Cupcake Saboteurs

One of the girls I work with found out I love cupcakes. She has been making me cupcakes for every occasion. I’m having a hard time resisting, ok let me just say, yes, I eat them. I love cupcakes (sad).” 

It’s a common occurrence with people that I train that once they make changes in their lifestyle and begin transforming their bodies they suddenly find themselves inundated with “gifts” in the form of sugary baked goods or offers to come join in with alcohol and crap-food laden lunches. These generally come from co-workers or people in their social sphere who don’t quite qualify as real friends. 

People in any sort of group will subconsciously form themselves into a hierarchy. This hierarchy will be based primarily along lines of socioeconomic dominance. 

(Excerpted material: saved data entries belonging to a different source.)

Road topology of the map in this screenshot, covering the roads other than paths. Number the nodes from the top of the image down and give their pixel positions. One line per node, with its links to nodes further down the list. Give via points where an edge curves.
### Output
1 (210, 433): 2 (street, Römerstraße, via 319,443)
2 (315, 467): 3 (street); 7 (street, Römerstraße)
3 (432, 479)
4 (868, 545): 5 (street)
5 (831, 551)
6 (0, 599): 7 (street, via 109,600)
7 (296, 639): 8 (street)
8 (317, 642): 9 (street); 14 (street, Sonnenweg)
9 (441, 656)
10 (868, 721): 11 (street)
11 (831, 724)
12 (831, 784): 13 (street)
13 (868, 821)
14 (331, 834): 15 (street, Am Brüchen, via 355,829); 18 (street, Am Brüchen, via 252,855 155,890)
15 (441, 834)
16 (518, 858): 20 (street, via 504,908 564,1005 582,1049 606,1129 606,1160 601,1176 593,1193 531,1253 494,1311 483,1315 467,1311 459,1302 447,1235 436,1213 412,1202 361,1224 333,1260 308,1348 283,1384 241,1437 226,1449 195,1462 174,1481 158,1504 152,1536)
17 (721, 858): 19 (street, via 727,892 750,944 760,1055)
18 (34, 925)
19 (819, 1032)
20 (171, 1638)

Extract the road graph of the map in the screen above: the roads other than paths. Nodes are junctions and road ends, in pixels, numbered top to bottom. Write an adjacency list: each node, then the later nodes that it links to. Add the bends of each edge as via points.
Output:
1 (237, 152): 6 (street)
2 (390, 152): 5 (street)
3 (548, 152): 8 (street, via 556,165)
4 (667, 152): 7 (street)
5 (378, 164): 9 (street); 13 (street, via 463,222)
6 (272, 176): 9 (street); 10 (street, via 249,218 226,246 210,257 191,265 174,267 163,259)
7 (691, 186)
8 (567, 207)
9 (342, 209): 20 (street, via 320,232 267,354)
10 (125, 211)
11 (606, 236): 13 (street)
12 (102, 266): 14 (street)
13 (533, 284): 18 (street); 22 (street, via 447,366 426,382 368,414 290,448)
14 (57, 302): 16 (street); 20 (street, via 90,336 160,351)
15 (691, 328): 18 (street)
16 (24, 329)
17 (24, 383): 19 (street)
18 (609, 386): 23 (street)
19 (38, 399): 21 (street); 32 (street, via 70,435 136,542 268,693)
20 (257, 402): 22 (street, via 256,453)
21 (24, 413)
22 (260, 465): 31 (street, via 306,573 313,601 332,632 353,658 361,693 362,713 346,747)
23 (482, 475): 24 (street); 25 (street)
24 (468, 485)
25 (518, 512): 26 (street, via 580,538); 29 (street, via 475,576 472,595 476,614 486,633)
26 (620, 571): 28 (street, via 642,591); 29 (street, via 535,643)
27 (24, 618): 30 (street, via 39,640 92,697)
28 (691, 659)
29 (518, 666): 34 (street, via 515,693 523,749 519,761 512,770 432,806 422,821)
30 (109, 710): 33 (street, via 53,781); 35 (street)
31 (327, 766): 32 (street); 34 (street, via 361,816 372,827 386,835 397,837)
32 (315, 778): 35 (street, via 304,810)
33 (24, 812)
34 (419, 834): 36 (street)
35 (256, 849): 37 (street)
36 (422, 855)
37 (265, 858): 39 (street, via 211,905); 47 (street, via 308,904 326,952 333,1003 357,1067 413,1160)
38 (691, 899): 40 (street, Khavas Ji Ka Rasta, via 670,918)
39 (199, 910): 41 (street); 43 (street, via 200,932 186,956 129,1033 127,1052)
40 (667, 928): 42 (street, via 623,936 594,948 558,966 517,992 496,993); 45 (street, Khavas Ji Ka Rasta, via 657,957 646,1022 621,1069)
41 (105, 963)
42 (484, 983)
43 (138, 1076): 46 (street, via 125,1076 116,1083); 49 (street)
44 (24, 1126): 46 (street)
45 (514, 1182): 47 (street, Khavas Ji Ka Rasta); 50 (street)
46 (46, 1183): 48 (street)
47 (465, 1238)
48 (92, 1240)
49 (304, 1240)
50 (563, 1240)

Physical attractiveness plays a strong role in ones placement along this hierarchy, especially for females. This is along the social side of the socioeconomic spectrum. Think back to high school, when simplistic hierarchies played themselves out in a microcosm. The most popular girls were generally the most physically attractive. 

Particularly with women, when one begins the process of physically transforming into a fit, sexier body, it can create a backlash amongst the other members of your social world. 

Two main things are happening. 

First, the stagnant people around you will get a distinctly uncomfortable feeling when they see someone displaying a level of discipline that they are incapable of themselves (at least in that moment) in order to attain a goal that you both share.

Very few people are completely satisfied with their bodies and their health, so it is safe to assume that when you take action to improve yours, you are working towards something that those around you would like to have as well. 

Suppose a woman sees your body improving and decides that rather than support you in your goals she will start bringing you cupcakes. This woman almost certainly wishes that she has a better body herself but does not live a lifestyle that will create that for her. This triggers something called cognitive dissonance. Essentially, her actions aren’t matching up with her values and that’s uncomfortable. 

It’s impossible for a person like this to tell herself that it’s too hard to work out and eat well when she sees you doing exactly that. Rather than change her behavior or accept that she is less capable of change than someone else, she will sabotage you so that she can solidify her position that diet and exercise “doesn’t work” and that all people eat and live the same way that she does. If she succeeds, she can feel comfortable with her excuses to herself and feel socially accepted. 

Few people measure themselves by their own standards. The vast majority decides what standards to hold to by mimicking what they see others do. The people who try to sabotage you are measuring themselves by the standards that you set for your own life. They don’t create their own standards; they are mere reflections of the few originals around them. 

Why else would it matter to another person whether or not you ate a cupcake? What investment do they have in it? They are using your actions as a measure for their own and do not want you living to a standard that they aren’t meeting themselves. So they hope that you will fall down in the same ways that they have so that living in your reflection is easy for them. 

Secondly, the other women in your social circle see their place in the hierarchy being upset. A woman who suddenly attains a sexier body will bump her peers a notch down on the ladder, since they aren’t going anywhere themselves. This will be perceived, subconsciously at least, as a source of diminished respect and attention for the newly displaced. Even if this is not consciously acknowledged, it can manifest itself in passive aggressive behavior like subtle sabotage. 

A true friend will understand that you are disciplining yourself towards a worthwhile goal, understand that the achievement of another cannot diminish-and in fact is more likely to add quality to-their own life, and encourage your efforts. A strong person will want to be around other strong people, not drag down those around him or her in order to wallow in the effortless company of mediocrity.